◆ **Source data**
-*-

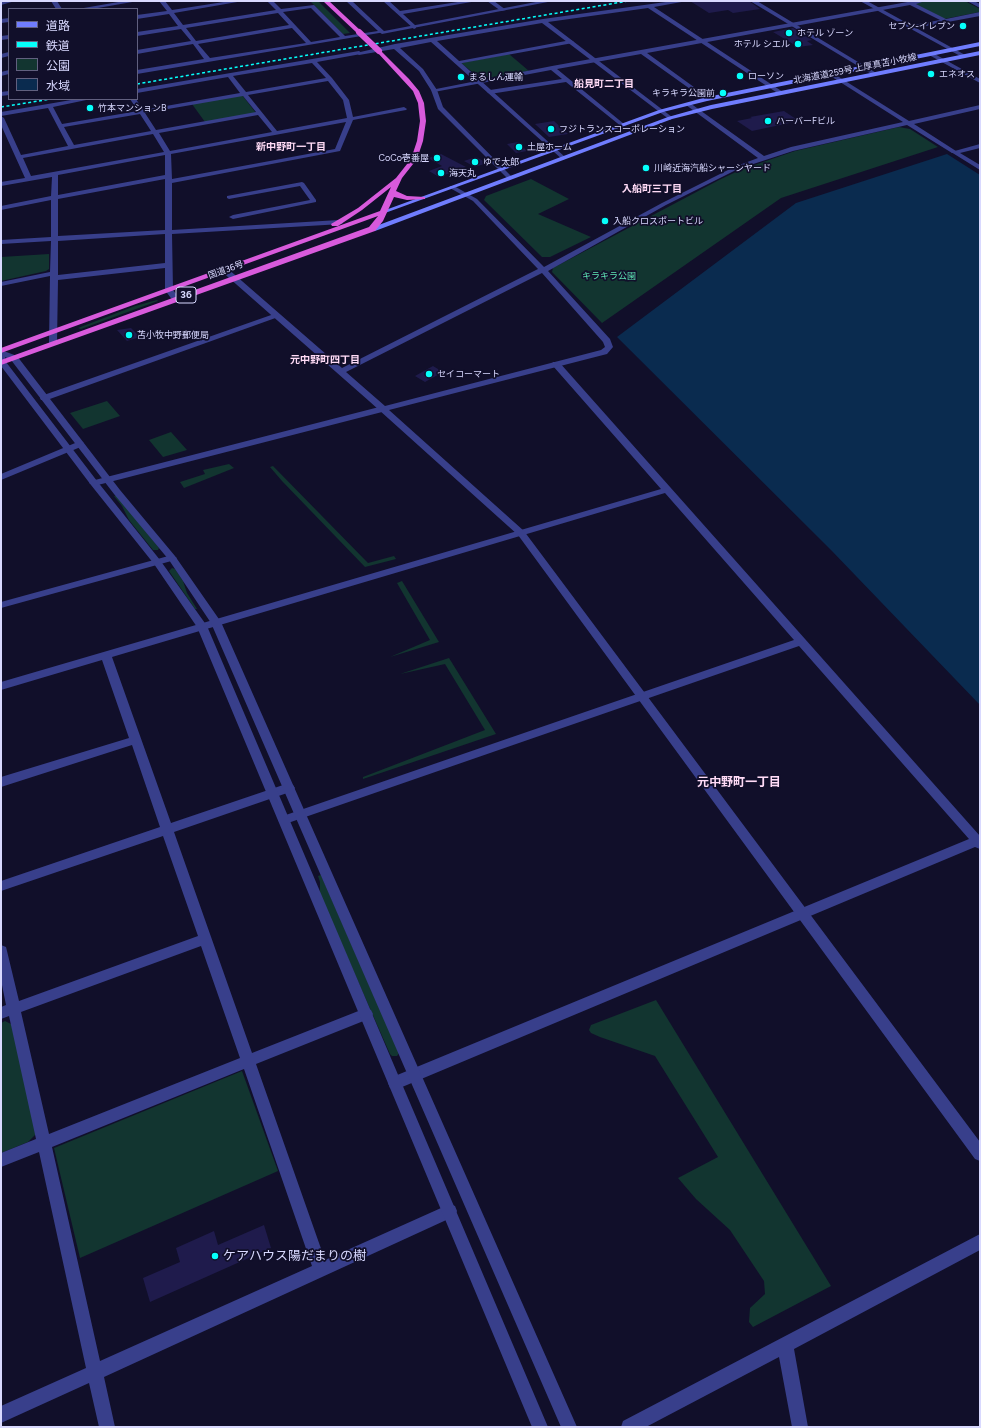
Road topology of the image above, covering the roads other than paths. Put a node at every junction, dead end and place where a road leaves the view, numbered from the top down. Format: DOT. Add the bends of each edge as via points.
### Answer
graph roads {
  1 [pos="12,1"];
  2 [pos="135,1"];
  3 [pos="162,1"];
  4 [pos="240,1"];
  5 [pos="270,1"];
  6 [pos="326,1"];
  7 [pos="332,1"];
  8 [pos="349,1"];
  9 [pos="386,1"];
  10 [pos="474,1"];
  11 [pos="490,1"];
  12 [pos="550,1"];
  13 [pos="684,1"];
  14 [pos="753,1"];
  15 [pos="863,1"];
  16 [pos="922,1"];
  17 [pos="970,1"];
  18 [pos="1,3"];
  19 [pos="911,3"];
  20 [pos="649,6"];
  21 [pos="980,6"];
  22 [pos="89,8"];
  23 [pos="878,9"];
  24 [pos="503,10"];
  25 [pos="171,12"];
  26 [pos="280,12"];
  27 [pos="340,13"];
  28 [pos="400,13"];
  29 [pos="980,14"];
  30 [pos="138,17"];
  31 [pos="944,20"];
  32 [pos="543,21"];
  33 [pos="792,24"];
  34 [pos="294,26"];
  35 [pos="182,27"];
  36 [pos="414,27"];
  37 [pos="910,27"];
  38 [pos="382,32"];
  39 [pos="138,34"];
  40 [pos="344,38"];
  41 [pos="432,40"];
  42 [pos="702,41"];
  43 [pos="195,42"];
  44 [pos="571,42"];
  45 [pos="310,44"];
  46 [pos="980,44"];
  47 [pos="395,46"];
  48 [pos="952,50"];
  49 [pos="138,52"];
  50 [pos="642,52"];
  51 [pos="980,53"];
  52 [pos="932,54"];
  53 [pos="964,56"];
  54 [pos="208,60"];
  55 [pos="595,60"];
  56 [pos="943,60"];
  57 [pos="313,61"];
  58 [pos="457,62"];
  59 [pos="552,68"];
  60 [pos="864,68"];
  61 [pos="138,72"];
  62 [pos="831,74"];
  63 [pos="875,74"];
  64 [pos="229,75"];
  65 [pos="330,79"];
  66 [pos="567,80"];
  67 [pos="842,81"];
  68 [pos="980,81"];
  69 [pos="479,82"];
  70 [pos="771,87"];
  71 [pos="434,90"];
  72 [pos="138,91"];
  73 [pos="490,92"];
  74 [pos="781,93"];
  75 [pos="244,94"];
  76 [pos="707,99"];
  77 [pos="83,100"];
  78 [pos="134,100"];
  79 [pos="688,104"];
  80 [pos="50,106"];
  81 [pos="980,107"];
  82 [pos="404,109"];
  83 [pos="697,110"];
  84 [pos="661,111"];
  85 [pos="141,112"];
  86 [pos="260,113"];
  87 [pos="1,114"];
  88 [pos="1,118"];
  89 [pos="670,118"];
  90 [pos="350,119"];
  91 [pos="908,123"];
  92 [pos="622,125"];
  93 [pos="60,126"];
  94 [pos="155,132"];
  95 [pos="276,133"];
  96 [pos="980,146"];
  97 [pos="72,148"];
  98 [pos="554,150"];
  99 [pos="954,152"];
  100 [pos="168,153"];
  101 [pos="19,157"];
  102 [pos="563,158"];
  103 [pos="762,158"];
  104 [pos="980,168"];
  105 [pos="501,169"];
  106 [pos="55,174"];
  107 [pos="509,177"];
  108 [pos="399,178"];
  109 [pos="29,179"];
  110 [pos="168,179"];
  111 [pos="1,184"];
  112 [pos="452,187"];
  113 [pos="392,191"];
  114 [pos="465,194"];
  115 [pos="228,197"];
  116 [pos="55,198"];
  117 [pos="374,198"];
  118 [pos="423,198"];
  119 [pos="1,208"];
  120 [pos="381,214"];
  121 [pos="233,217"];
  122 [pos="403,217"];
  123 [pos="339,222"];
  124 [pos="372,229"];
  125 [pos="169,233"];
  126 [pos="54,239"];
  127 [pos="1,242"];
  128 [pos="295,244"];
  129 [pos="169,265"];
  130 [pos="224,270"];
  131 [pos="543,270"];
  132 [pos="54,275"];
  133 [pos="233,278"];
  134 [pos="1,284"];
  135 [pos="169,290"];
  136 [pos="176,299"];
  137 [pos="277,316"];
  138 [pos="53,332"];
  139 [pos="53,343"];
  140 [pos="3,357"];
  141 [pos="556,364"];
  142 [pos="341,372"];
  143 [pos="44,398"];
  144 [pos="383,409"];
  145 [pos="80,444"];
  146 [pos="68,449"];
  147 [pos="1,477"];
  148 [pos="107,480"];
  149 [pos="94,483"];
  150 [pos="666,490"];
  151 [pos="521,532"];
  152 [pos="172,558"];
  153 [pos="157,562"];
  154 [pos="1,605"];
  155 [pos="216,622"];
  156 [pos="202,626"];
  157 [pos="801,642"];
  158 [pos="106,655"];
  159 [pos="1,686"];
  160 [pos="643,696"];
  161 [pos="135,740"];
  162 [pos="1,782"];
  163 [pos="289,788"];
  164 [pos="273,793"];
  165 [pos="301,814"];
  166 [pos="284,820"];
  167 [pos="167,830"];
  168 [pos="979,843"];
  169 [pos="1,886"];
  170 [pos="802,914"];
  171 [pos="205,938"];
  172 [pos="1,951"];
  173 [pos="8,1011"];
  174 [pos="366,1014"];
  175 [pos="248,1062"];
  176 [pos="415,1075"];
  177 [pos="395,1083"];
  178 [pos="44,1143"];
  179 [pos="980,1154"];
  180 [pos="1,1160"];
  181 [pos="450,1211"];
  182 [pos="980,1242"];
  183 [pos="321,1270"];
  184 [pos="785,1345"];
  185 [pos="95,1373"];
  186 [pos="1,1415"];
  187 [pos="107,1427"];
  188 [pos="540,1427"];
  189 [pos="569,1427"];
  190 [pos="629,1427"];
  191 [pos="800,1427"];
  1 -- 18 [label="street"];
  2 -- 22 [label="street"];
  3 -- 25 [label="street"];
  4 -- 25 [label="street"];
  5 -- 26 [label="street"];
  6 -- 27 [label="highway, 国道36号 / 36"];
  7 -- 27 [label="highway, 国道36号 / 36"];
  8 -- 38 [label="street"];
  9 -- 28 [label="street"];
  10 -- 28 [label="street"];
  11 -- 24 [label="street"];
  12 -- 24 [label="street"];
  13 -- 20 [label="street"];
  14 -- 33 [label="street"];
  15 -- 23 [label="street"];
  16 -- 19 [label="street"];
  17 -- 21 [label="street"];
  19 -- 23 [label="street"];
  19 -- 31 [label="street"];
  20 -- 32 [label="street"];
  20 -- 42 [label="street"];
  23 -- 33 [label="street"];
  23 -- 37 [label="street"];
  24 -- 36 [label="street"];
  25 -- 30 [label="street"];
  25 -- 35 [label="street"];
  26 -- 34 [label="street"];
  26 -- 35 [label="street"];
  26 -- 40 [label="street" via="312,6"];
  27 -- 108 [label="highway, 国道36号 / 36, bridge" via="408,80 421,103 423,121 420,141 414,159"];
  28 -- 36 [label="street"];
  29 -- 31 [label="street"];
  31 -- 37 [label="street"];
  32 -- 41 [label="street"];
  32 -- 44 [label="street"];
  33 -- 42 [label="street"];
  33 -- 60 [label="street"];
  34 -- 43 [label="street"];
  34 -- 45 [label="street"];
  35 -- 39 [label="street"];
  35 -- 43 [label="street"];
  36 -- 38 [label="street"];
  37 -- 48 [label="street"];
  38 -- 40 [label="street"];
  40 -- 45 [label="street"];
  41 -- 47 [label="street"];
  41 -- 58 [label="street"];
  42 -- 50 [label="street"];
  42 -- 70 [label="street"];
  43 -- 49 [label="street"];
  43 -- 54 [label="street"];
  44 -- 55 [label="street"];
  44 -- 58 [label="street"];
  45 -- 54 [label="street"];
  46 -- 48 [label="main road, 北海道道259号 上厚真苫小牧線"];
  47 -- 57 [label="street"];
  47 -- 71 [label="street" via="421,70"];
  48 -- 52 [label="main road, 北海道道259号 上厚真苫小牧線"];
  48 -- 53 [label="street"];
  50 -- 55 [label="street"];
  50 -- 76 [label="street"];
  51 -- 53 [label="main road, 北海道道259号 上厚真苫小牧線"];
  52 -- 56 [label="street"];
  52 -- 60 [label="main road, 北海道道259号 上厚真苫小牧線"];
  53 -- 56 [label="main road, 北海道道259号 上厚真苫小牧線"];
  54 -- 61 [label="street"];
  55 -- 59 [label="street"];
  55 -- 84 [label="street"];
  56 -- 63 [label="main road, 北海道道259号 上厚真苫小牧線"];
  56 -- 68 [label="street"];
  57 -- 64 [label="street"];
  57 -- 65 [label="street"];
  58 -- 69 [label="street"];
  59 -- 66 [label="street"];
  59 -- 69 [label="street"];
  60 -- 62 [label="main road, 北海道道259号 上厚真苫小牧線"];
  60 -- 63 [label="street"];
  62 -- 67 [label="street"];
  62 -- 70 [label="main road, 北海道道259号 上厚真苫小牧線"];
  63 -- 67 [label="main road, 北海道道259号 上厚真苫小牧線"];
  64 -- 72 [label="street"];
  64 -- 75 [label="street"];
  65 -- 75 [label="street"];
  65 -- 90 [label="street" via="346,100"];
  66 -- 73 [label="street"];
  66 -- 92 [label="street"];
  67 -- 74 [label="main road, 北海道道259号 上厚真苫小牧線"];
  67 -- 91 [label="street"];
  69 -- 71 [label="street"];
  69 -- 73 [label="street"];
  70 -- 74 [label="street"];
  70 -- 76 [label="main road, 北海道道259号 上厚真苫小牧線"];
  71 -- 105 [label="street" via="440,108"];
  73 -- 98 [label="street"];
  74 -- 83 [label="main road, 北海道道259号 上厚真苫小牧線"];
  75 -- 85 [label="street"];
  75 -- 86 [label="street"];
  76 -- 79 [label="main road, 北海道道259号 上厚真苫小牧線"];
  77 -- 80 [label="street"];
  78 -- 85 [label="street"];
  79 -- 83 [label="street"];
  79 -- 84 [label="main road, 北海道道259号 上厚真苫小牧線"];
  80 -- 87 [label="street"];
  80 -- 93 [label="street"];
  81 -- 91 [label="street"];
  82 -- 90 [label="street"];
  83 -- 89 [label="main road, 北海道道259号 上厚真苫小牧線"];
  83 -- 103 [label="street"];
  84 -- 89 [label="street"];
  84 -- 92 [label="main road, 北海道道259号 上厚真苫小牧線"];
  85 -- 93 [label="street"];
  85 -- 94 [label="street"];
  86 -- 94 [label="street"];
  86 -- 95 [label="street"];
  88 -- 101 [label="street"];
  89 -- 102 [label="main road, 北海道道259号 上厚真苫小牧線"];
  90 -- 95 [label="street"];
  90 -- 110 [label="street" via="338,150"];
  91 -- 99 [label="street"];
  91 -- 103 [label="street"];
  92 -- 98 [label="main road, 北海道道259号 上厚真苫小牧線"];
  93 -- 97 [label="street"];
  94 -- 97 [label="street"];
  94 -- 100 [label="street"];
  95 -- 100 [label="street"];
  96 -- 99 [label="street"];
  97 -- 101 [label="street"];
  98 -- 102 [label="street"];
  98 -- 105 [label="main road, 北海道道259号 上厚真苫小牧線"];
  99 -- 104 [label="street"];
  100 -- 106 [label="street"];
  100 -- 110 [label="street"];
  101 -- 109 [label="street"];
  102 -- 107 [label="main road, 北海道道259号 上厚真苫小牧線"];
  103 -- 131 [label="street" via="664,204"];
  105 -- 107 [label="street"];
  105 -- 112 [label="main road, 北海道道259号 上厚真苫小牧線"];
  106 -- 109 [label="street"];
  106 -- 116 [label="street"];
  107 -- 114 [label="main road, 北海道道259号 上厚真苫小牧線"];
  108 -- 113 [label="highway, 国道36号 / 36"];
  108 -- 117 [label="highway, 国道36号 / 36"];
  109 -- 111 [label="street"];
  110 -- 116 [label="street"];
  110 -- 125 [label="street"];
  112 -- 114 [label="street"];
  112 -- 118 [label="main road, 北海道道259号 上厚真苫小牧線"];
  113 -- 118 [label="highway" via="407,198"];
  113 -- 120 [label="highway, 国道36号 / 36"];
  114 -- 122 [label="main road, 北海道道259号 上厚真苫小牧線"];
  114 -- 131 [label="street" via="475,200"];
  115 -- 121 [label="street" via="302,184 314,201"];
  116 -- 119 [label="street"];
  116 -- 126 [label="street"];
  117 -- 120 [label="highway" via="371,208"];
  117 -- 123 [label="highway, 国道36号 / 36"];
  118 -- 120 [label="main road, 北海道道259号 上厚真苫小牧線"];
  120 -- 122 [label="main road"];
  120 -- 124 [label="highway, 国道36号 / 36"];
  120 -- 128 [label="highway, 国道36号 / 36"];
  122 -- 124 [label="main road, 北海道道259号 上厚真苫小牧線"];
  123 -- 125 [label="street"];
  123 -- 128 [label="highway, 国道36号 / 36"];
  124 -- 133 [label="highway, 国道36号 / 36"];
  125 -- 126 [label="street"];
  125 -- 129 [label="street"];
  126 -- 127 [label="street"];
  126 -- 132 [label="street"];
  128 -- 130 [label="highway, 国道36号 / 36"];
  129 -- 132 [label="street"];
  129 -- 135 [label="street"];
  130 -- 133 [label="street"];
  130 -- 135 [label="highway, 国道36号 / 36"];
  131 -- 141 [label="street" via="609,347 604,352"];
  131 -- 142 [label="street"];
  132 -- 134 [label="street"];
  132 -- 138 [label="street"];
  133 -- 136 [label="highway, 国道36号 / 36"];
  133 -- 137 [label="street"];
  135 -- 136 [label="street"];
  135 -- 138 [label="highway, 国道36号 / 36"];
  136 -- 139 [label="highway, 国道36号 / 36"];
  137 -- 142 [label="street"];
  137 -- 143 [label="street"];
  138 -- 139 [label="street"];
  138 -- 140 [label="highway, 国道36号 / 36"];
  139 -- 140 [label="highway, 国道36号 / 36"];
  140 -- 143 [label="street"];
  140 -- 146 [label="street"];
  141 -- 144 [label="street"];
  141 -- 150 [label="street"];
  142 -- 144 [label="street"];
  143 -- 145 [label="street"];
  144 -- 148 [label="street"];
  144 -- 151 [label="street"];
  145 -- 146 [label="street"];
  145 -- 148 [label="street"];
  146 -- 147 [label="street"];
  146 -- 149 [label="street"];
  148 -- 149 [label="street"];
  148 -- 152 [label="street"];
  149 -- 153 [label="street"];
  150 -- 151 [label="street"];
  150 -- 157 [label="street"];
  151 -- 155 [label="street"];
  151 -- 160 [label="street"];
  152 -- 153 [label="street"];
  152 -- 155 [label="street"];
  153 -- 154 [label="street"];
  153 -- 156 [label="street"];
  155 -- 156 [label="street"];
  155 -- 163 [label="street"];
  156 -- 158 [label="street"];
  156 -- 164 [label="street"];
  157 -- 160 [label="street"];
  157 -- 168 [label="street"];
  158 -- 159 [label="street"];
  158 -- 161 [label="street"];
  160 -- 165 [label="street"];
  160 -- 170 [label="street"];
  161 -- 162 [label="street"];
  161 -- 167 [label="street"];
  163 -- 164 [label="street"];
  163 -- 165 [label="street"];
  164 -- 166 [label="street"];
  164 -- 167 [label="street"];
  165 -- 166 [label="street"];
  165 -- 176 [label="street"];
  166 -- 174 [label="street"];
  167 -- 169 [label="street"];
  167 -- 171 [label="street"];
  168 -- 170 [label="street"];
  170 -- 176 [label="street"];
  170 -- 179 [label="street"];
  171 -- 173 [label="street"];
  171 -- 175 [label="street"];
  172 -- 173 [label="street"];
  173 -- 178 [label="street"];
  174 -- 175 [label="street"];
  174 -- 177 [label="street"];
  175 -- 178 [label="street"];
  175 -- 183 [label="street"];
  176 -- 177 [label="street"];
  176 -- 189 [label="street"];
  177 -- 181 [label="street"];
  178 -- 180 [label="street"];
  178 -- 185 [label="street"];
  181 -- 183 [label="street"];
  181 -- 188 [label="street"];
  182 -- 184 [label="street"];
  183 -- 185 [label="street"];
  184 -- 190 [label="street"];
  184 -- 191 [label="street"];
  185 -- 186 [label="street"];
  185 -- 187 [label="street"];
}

-*-

◆ **AIM OF THE TASK**
Filter the entries above and return only the lines holding "roads".

◆ **ANSWER TO THE EXERCISE**
Road topology of the image above, covering the roads other than paths. Put a node at every junction, dead end and place where a road leaves the view, numbered from the top down. Format: DOT. Add the bends of each edge as via points.
graph roads {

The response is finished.